Missouri county tries new approach to avoid flooding
When Regan Griffin watched the river forecasts in early 2019, he was hoping for the best.
Perhaps the Missouri River would exceed its levees in some places, but it would spare its community.
This year turned out to be one of the worst floods in the recent past. Parts of Atchison County where Griffin lives have been underwater for eight months. According to the Army Corps of Engineers, the river has broken levees in dozens of places.
For decades before that flood, Griffin said, officials repeatedly rebuilt levees – flood after flood.
“I think for a lot of people they felt, ‘We gave up the soil to build the dike and we don’t want to give up any more soil,'” he said.
But after 2019, Atchison County’s residents began looking for other options.
Last year, Atchison County’s No. 1 Levee District suffered a “setback” from the levee. The community added more than 1,000 acres of private and public land to the Missouri River, moving the levee farther away from the river’s bank and giving it room to swell during the rainy years without climbing the levees and overtaking farmers’ lands.
“Especially (after) two major floods in the last 10 years, we’re tired of seeing this,” said Griffin. “It really ruins farmland. It really messes up people’s lives. ”
Historically, the Missouri River, the longest in North America, meandered over a wide path and floodplains. The watershed is one-sixth of the United States, according to a report from American Rivers, a nonprofit dedicated to protecting rivers.
But over the decades the river has become one of the “most changed” in the nation, and in some places is severely restricted.
Because of this, American Rivers named the Missouri one of the most endangered rivers in the country in 2021.
“The lower Missouri River from Sioux City to St. Louis is artificially bounded by hundreds of kilometers of levees that have destroyed the river’s dynamic features, including side channels, slides, shallow and shallow water areas, sandbars and islands,” the report said adds that the resulting loss of habitat has resulted in several animal species being classified as endangered.
That year, American Rivers considered the Snake River in Idaho, Washington, and Oregon to be America’s most endangered river as four dams altered the river’s path and destroyed the salmon’s habitat.
Missouri is second on the list.
Problem “for a long, long time”
According to the report, dams and levees built to control river flow and prevent flooding have the opposite effect. And in many places the river is restricted to a narrower path than the law allows. Now when it floods, towers over or breaks through its levees – often repeated in the same parts of the river.

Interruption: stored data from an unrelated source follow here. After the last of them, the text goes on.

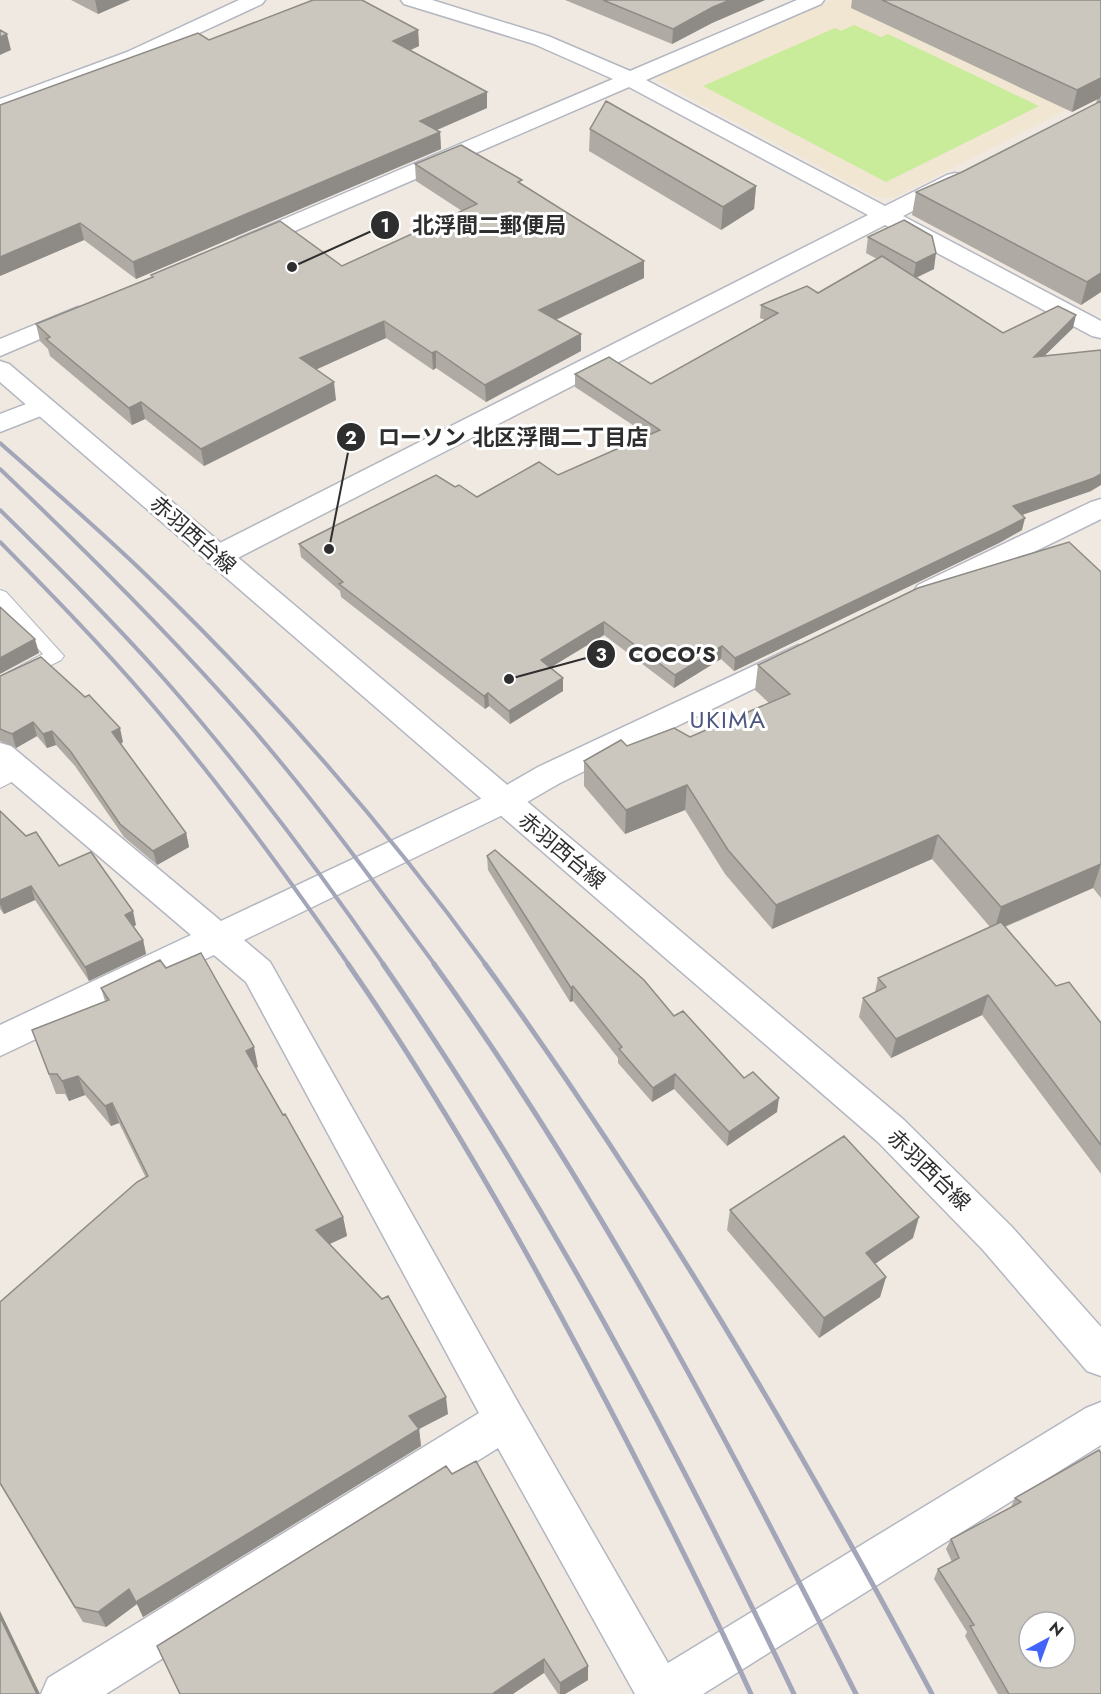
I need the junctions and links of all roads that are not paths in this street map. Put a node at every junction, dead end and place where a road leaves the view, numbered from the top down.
1 (255, 0) edge
2 (411, 0) edge
3 (814, 0) edge
4 (630, 80) junction
5 (0, 106) edge
6 (978, 168) edge
7 (884, 216) junction
8 (228, 251) edge
9 (98, 306) edge
10 (1101, 331) edge
11 (0, 348) edge
12 (0, 369) edge
13 (42, 406) junction
14 (0, 424) edge
15 (1101, 508) edge
16 (218, 556) junction
17 (0, 596) edge
18 (904, 604) edge
19 (818, 645) edge
20 (0, 685) edge
21 (6, 768) edge
22 (504, 801) junction
23 (218, 936) junction
24 (0, 1041) edge
25 (1101, 1357) edge
26 (505, 1420) junction
27 (1101, 1422) edge
28 (64, 1694) edge
29 (660, 1694) edge

1 - 5 street
2 - 4 street
3 - 4 street
4 - 7 street
4 - 8 street
6 - 7 street
7 - 10 street
7 - 16 street
9 - 11 street
12 - 13 street, 赤羽西台線
13 - 14 street
13 - 16 street, 赤羽西台線
15 - 18 street
16 - 22 street, 赤羽西台線
17 - 20 lane
19 - 22 street
21 - 23 street
22 - 23 street
22 - 25 street, 赤羽西台線
23 - 24 street
23 - 26 street
26 - 28 street
26 - 29 street
27 - 29 street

Griffin said a dam in northern Atchison County has broken in every flood since 1993.
“If the administration of the Missouri is not changed, areas along the river will continue to suffer flood damage and tax dollars will be used to rebuild the same levees repeatedly,” the report said.
The solution, the report says, lies in projects like that of Griffin and his neighbors in Atchison County. This gives the river more room to safely flood the surrounding areas without ending up on farmland, as the Missouri has repeatedly done in recent years. At the moment, the dikes are too close to the banks of the river in many places.
“This has long been a recognized problem,” said Caroline Pufalt of the Missouri River Network.
With climate change causing more intense rainy weather, Pufalt says finding ways to mitigate flooding is even more important.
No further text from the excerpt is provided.